Yo había oído antes esa voz gruesa, de obra teatral que sale ronca del pulmón: la voz de la rebelión. Había voceado sus periódicos, había estado en alguna asamblea, había visto a los obreros del petróleo, había rechinado por la injusticia descarada de las compañías inglesas, gringas y holandesas; había visto la miseria de nuestros barrios. Había escuchado la voz, pero no había recibido en el rostro, como una bofetada, el llamado de la rebelión. Esa idea que va creciendo dentro de uno y abriendo surcos en la piel, proponiendo la aventura suprema, platicando suavecito en el oído en nombre del destino.
No era buen orador. En las asambleas públicas no hacía un buen papel. No calentaba la sangre de los trabajadores que se reunían de la Casa del Obrero Mundial. Era de otro estilo. Cuando llevaba menos de mes y medio en Tampico, se había organizado con algunos trabajadores de la Local Comunista. Con los más duros, con los más escépticos, los más aventureros, los más cueroscorreosos ante la patronal: los intransigentes. No más de una docena. Todos ellos con mirada afiebrada, reluciente.
Nos fuimos a vivir juntos en una casa sobre el río Pánuco que estaba abandonada.
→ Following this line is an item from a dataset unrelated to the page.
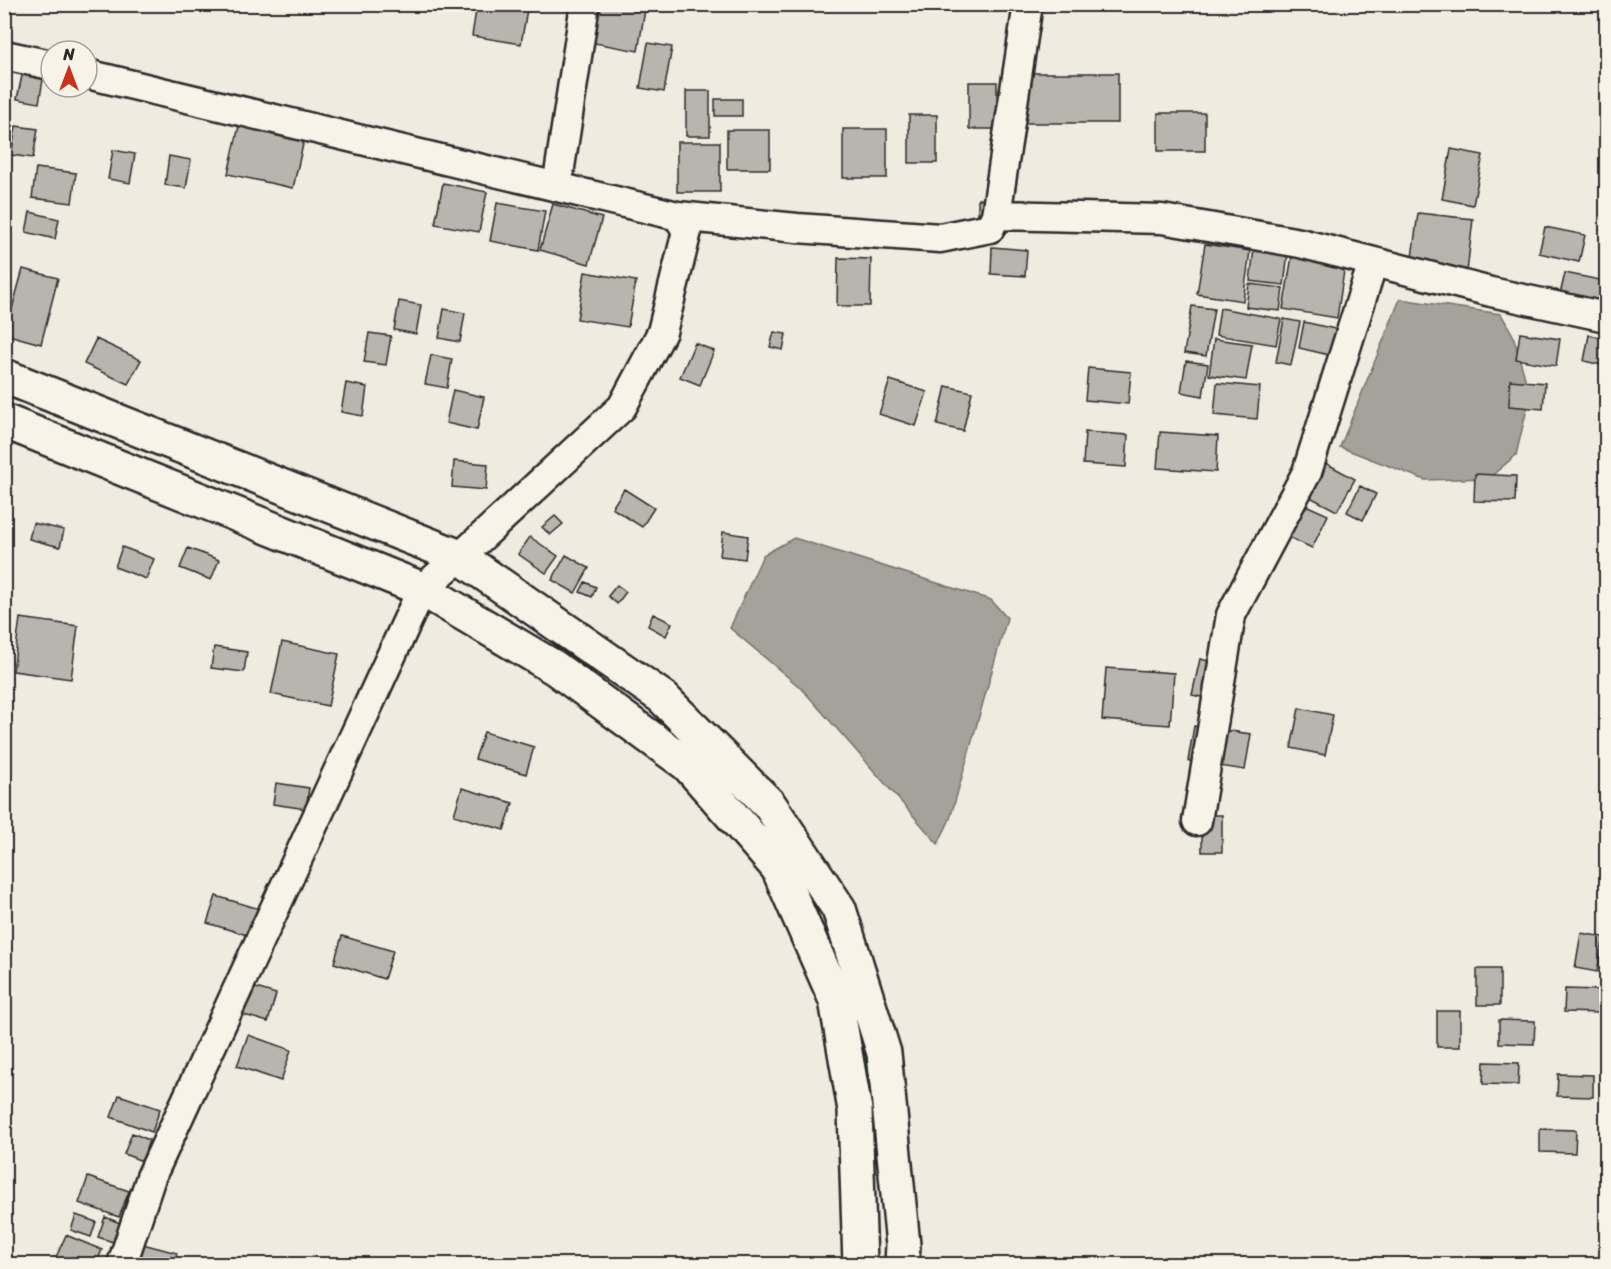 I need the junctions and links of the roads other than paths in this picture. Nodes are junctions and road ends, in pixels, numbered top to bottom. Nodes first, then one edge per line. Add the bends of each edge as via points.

Hicimos un poco de carpintería y dormíamos en el suelo, lado a lado, mirando el cielo a través de los agujeros en el techo.
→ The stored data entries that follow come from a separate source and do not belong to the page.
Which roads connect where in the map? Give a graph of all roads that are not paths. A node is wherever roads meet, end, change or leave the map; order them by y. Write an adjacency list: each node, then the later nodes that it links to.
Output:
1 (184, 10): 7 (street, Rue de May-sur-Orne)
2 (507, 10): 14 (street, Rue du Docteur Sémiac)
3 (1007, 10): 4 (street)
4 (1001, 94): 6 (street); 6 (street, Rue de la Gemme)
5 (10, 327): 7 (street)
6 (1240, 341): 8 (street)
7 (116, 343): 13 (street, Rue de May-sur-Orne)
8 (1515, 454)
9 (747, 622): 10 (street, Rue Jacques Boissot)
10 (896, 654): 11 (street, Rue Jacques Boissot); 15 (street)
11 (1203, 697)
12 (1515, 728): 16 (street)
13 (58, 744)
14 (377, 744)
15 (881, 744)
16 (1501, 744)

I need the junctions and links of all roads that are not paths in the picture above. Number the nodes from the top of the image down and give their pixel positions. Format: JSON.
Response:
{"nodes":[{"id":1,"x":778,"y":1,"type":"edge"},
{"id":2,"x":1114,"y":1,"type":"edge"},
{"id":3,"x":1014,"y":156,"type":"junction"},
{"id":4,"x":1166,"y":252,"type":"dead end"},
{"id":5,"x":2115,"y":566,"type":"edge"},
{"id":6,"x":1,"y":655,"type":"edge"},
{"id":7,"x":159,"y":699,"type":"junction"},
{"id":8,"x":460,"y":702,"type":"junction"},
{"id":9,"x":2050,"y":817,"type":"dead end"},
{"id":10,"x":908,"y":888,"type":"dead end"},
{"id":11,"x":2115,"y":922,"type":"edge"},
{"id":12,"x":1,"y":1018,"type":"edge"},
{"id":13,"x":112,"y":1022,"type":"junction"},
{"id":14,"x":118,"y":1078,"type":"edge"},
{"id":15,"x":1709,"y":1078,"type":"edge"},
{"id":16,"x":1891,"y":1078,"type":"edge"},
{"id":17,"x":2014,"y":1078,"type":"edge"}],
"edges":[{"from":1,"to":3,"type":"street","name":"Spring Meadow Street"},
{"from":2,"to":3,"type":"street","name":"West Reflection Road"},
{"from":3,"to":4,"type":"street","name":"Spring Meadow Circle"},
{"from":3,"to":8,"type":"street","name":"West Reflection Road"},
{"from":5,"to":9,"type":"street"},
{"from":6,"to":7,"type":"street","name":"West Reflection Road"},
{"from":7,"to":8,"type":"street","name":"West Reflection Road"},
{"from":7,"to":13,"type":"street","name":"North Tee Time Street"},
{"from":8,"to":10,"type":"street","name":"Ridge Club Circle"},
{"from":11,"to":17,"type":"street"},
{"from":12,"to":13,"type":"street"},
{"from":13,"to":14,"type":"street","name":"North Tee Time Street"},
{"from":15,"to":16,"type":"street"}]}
Un día llegó con Greta. Era una puta alemana que había visto en los Salones Imperial, bebiendo con capataces gringos de las compañas; fina ella, distante de la plebe, siempre vestida de gasas y tules de color pastel.
San Vicente la trajo a nuestra casa y ella sonrió. No hablaba más que unas palabras de español. Ellos hablaban en francés entre sí. Supongo que ella le contaba su historia, cosa que hasta donde mi experiencia da, siempre hacen las putas durante los dos o tres primeros meses de conocerte. Él le hablaría de otras cosas.
Un día San Vicente no llegó a dormir. Greta y yo, tras remolonear por el cuartito, nos dejamos caer sobre las colchonetas con que habíamos sustituido el suelo original. Yo le tenía miedo porque la había oído gimiendo en las noches, en medio del sueño; porque había escuchado los susurros del tul cuando San Vicente la despojaba cariñosamente de la ropa para desvestirla. Arrastré mi colchoneta hasta la terraza y ahí traté de dormir. Ella llegó desnuda con la noche, me acarició el pelo y se tendió a mi lado. Los senos palpitaban, yo cerré los ojos y puse mi mano entre sus piernas.
Su piel blanca relucía con la luna y a mí se me salió una lágrima cuando terminamos de hacer el amor y quedamos jadeando abrazados. Yo pensaba que había traicionado a mi amigo, que había tomado algo que le pertenecía sin pedirle permiso, que le había robado una cosa. Luego me quedé dormido.
San Vicente nos despertó por la mañana con el olor del café recién hecho. Yo traté de esconderme y él me sonrió. Ella le preguntó algo. Lucía su desnudez como la noche pasada, pero el día había amanecido turbio y no había sol que hiciera brillar su piel. Él le contestó primero en francés y luego volteó hacia mí para traducir.
— En la cárcel. Pasé la noche en la cárcel. La policía detuvo a todo el grupo por un manifiesto que pegamos anoche.
Dos o tres horas después, mientras yo rascaba la arena con los pies, vino a buscarme para ir a un trabajo; a reparar una caldera que daba calefacción y agua caliente a un hotel.
— Ella no es nuestra propiedad, amigo. Tú no eres una propiedad. Yo no tengo propiedades, tengo compañeros. Tranquilo —me dijo. Fue lo único que me dijo.